* Records provided *
[Start of section]

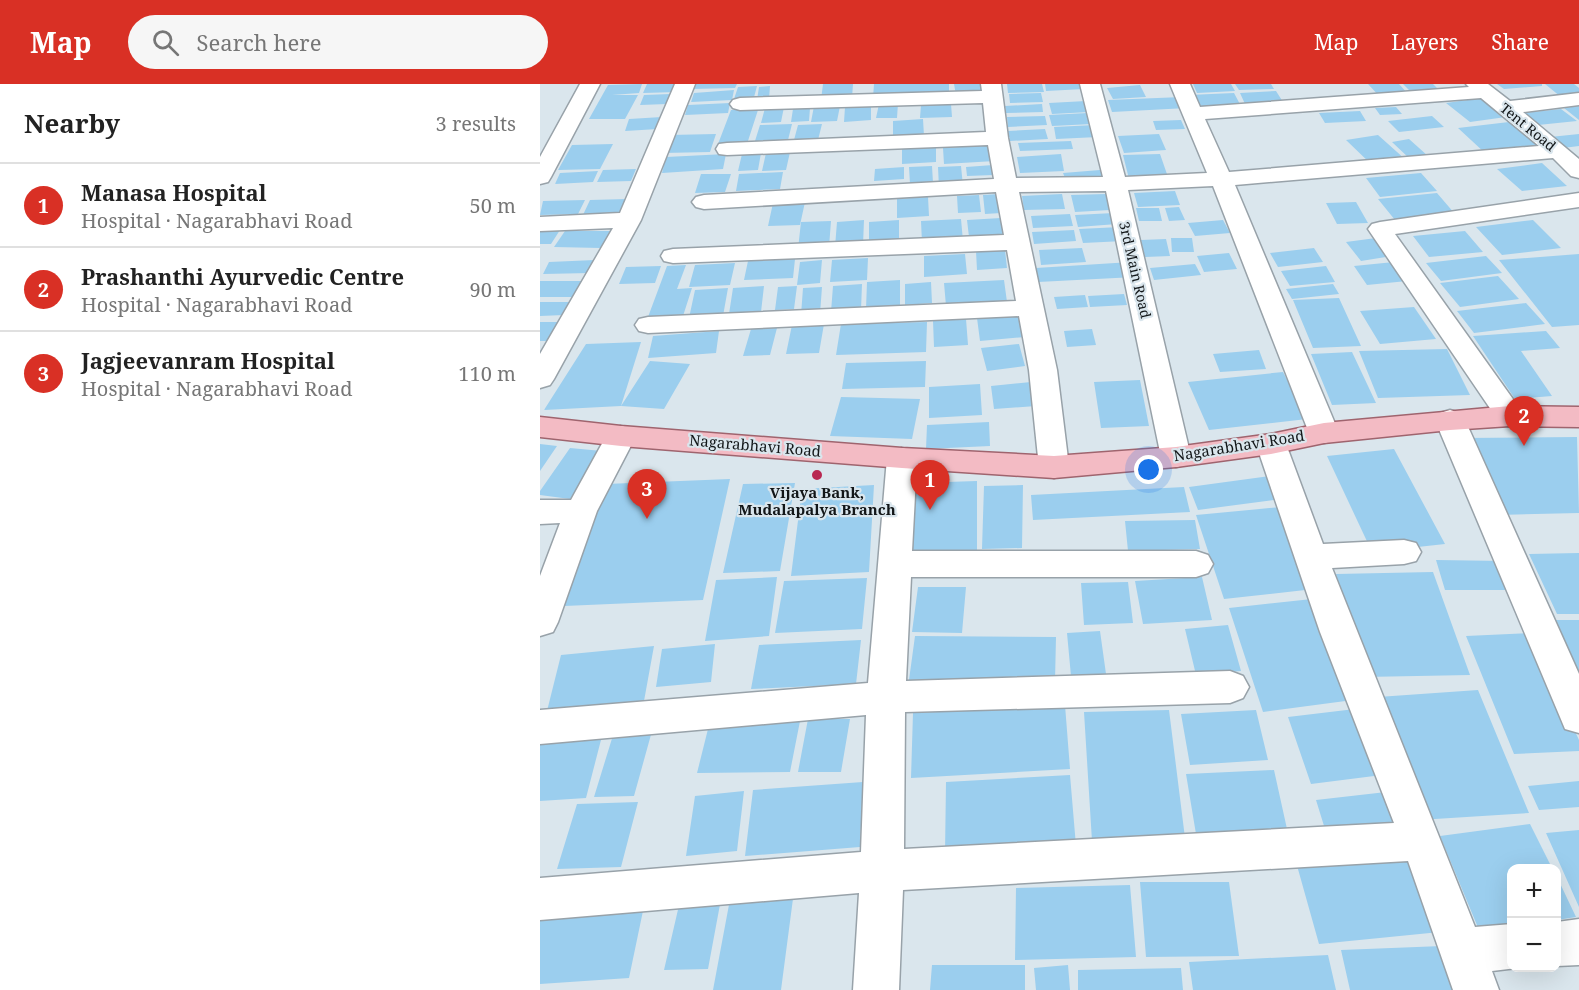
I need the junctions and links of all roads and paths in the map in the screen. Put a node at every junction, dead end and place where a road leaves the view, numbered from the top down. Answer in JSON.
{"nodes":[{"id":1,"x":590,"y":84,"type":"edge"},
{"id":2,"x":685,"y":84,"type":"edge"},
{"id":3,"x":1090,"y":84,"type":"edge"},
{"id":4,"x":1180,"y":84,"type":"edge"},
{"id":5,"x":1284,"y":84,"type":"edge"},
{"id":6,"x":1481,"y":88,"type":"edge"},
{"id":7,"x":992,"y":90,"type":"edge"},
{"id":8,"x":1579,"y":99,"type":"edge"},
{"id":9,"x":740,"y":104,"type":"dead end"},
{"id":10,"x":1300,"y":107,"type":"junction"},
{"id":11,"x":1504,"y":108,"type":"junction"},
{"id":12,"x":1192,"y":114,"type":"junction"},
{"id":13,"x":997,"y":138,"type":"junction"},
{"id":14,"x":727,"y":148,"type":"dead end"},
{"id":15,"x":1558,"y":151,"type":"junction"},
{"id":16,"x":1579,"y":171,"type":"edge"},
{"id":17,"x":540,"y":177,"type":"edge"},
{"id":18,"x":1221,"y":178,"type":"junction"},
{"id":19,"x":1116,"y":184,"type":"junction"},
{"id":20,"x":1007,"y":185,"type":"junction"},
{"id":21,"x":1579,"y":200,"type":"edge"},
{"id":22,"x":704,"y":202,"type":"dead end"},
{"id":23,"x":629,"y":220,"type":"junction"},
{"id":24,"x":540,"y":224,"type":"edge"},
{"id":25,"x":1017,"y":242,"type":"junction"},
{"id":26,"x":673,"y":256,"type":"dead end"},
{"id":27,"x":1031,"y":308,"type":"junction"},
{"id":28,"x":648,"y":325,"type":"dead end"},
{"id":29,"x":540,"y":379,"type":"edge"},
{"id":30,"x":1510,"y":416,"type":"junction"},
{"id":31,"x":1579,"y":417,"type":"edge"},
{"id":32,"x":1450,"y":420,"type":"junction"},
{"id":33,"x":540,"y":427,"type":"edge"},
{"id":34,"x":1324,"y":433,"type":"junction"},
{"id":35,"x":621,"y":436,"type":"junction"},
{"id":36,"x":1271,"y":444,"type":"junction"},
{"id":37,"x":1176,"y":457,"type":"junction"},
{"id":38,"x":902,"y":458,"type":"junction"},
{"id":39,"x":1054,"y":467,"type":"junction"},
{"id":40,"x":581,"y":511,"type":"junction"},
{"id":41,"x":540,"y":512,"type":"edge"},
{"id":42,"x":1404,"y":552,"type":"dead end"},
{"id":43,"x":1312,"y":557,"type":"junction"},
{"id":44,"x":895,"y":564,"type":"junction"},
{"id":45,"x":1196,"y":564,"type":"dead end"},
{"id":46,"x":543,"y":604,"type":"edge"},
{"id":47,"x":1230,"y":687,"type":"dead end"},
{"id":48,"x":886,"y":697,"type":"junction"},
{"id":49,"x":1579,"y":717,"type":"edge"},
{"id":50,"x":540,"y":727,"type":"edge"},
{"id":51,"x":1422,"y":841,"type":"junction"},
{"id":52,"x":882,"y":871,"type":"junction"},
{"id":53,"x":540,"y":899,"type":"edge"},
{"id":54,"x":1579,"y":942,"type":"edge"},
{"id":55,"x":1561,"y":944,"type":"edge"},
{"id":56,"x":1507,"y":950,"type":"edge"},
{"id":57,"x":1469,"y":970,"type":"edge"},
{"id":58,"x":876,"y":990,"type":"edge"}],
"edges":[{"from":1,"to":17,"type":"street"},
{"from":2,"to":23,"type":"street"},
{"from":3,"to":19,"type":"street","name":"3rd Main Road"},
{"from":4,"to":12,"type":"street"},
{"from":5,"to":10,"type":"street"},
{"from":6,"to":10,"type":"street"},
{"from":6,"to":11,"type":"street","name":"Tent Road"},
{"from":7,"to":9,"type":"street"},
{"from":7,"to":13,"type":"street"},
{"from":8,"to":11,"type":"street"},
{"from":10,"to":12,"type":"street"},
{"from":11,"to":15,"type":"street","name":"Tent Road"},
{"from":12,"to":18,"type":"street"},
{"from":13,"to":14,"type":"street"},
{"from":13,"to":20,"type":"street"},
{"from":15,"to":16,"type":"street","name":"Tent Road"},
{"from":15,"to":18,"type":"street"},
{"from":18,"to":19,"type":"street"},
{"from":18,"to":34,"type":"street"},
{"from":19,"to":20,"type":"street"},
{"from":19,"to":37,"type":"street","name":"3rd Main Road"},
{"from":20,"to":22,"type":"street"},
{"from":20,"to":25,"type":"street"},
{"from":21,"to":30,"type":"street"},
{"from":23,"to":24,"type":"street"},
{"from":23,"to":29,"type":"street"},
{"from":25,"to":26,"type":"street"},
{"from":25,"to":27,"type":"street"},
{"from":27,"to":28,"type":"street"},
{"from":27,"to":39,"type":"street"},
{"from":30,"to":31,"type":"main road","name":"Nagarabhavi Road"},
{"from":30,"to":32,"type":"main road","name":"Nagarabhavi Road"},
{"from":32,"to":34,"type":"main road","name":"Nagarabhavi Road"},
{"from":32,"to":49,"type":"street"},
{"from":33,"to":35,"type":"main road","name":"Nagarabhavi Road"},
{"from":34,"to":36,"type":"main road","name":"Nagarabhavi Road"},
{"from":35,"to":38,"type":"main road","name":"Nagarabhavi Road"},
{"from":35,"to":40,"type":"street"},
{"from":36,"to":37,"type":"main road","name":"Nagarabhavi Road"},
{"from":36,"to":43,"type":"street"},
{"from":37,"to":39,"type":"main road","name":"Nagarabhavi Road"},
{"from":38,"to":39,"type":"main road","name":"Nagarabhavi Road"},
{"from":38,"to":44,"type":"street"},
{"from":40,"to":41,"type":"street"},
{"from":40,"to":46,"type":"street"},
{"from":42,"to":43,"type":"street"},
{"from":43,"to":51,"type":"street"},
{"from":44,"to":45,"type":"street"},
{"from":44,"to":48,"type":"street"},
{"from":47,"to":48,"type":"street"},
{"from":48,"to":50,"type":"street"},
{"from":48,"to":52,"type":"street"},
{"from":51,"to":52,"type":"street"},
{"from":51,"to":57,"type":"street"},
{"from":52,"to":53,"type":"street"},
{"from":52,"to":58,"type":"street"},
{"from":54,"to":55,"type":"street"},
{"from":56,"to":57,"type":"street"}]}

[End of section]

* Your objective *
From first line to last, return the records verbatim without their pictures.

* Solution to this task *
I need the junctions and links of all roads and paths in the map in the screen. Put a node at every junction, dead end and place where a road leaves the view, numbered from the top down. Answer in JSON.
{"nodes":[{"id":1,"x":590,"y":84,"type":"edge"},
{"id":2,"x":685,"y":84,"type":"edge"},
{"id":3,"x":1090,"y":84,"type":"edge"},
{"id":4,"x":1180,"y":84,"type":"edge"},
{"id":5,"x":1284,"y":84,"type":"edge"},
{"id":6,"x":1481,"y":88,"type":"edge"},
{"id":7,"x":992,"y":90,"type":"edge"},
{"id":8,"x":1579,"y":99,"type":"edge"},
{"id":9,"x":740,"y":104,"type":"dead end"},
{"id":10,"x":1300,"y":107,"type":"junction"},
{"id":11,"x":1504,"y":108,"type":"junction"},
{"id":12,"x":1192,"y":114,"type":"junction"},
{"id":13,"x":997,"y":138,"type":"junction"},
{"id":14,"x":727,"y":148,"type":"dead end"},
{"id":15,"x":1558,"y":151,"type":"junction"},
{"id":16,"x":1579,"y":171,"type":"edge"},
{"id":17,"x":540,"y":177,"type":"edge"},
{"id":18,"x":1221,"y":178,"type":"junction"},
{"id":19,"x":1116,"y":184,"type":"junction"},
{"id":20,"x":1007,"y":185,"type":"junction"},
{"id":21,"x":1579,"y":200,"type":"edge"},
{"id":22,"x":704,"y":202,"type":"dead end"},
{"id":23,"x":629,"y":220,"type":"junction"},
{"id":24,"x":540,"y":224,"type":"edge"},
{"id":25,"x":1017,"y":242,"type":"junction"},
{"id":26,"x":673,"y":256,"type":"dead end"},
{"id":27,"x":1031,"y":308,"type":"junction"},
{"id":28,"x":648,"y":325,"type":"dead end"},
{"id":29,"x":540,"y":379,"type":"edge"},
{"id":30,"x":1510,"y":416,"type":"junction"},
{"id":31,"x":1579,"y":417,"type":"edge"},
{"id":32,"x":1450,"y":420,"type":"junction"},
{"id":33,"x":540,"y":427,"type":"edge"},
{"id":34,"x":1324,"y":433,"type":"junction"},
{"id":35,"x":621,"y":436,"type":"junction"},
{"id":36,"x":1271,"y":444,"type":"junction"},
{"id":37,"x":1176,"y":457,"type":"junction"},
{"id":38,"x":902,"y":458,"type":"junction"},
{"id":39,"x":1054,"y":467,"type":"junction"},
{"id":40,"x":581,"y":511,"type":"junction"},
{"id":41,"x":540,"y":512,"type":"edge"},
{"id":42,"x":1404,"y":552,"type":"dead end"},
{"id":43,"x":1312,"y":557,"type":"junction"},
{"id":44,"x":895,"y":564,"type":"junction"},
{"id":45,"x":1196,"y":564,"type":"dead end"},
{"id":46,"x":543,"y":604,"type":"edge"},
{"id":47,"x":1230,"y":687,"type":"dead end"},
{"id":48,"x":886,"y":697,"type":"junction"},
{"id":49,"x":1579,"y":717,"type":"edge"},
{"id":50,"x":540,"y":727,"type":"edge"},
{"id":51,"x":1422,"y":841,"type":"junction"},
{"id":52,"x":882,"y":871,"type":"junction"},
{"id":53,"x":540,"y":899,"type":"edge"},
{"id":54,"x":1579,"y":942,"type":"edge"},
{"id":55,"x":1561,"y":944,"type":"edge"},
{"id":56,"x":1507,"y":950,"type":"edge"},
{"id":57,"x":1469,"y":970,"type":"edge"},
{"id":58,"x":876,"y":990,"type":"edge"}],
"edges":[{"from":1,"to":17,"type":"street"},
{"from":2,"to":23,"type":"street"},
{"from":3,"to":19,"type":"street","name":"3rd Main Road"},
{"from":4,"to":12,"type":"street"},
{"from":5,"to":10,"type":"street"},
{"from":6,"to":10,"type":"street"},
{"from":6,"to":11,"type":"street","name":"Tent Road"},
{"from":7,"to":9,"type":"street"},
{"from":7,"to":13,"type":"street"},
{"from":8,"to":11,"type":"street"},
{"from":10,"to":12,"type":"street"},
{"from":11,"to":15,"type":"street","name":"Tent Road"},
{"from":12,"to":18,"type":"street"},
{"from":13,"to":14,"type":"street"},
{"from":13,"to":20,"type":"street"},
{"from":15,"to":16,"type":"street","name":"Tent Road"},
{"from":15,"to":18,"type":"street"},
{"from":18,"to":19,"type":"street"},
{"from":18,"to":34,"type":"street"},
{"from":19,"to":20,"type":"street"},
{"from":19,"to":37,"type":"street","name":"3rd Main Road"},
{"from":20,"to":22,"type":"street"},
{"from":20,"to":25,"type":"street"},
{"from":21,"to":30,"type":"street"},
{"from":23,"to":24,"type":"street"},
{"from":23,"to":29,"type":"street"},
{"from":25,"to":26,"type":"street"},
{"from":25,"to":27,"type":"street"},
{"from":27,"to":28,"type":"street"},
{"from":27,"to":39,"type":"street"},
{"from":30,"to":31,"type":"main road","name":"Nagarabhavi Road"},
{"from":30,"to":32,"type":"main road","name":"Nagarabhavi Road"},
{"from":32,"to":34,"type":"main road","name":"Nagarabhavi Road"},
{"from":32,"to":49,"type":"street"},
{"from":33,"to":35,"type":"main road","name":"Nagarabhavi Road"},
{"from":34,"to":36,"type":"main road","name":"Nagarabhavi Road"},
{"from":35,"to":38,"type":"main road","name":"Nagarabhavi Road"},
{"from":35,"to":40,"type":"street"},
{"from":36,"to":37,"type":"main road","name":"Nagarabhavi Road"},
{"from":36,"to":43,"type":"street"},
{"from":37,"to":39,"type":"main road","name":"Nagarabhavi Road"},
{"from":38,"to":39,"type":"main road","name":"Nagarabhavi Road"},
{"from":38,"to":44,"type":"street"},
{"from":40,"to":41,"type":"street"},
{"from":40,"to":46,"type":"street"},
{"from":42,"to":43,"type":"street"},
{"from":43,"to":51,"type":"street"},
{"from":44,"to":45,"type":"street"},
{"from":44,"to":48,"type":"street"},
{"from":47,"to":48,"type":"street"},
{"from":48,"to":50,"type":"street"},
{"from":48,"to":52,"type":"street"},
{"from":51,"to":52,"type":"street"},
{"from":51,"to":57,"type":"street"},
{"from":52,"to":53,"type":"street"},
{"from":52,"to":58,"type":"street"},
{"from":54,"to":55,"type":"street"},
{"from":56,"to":57,"type":"street"}]}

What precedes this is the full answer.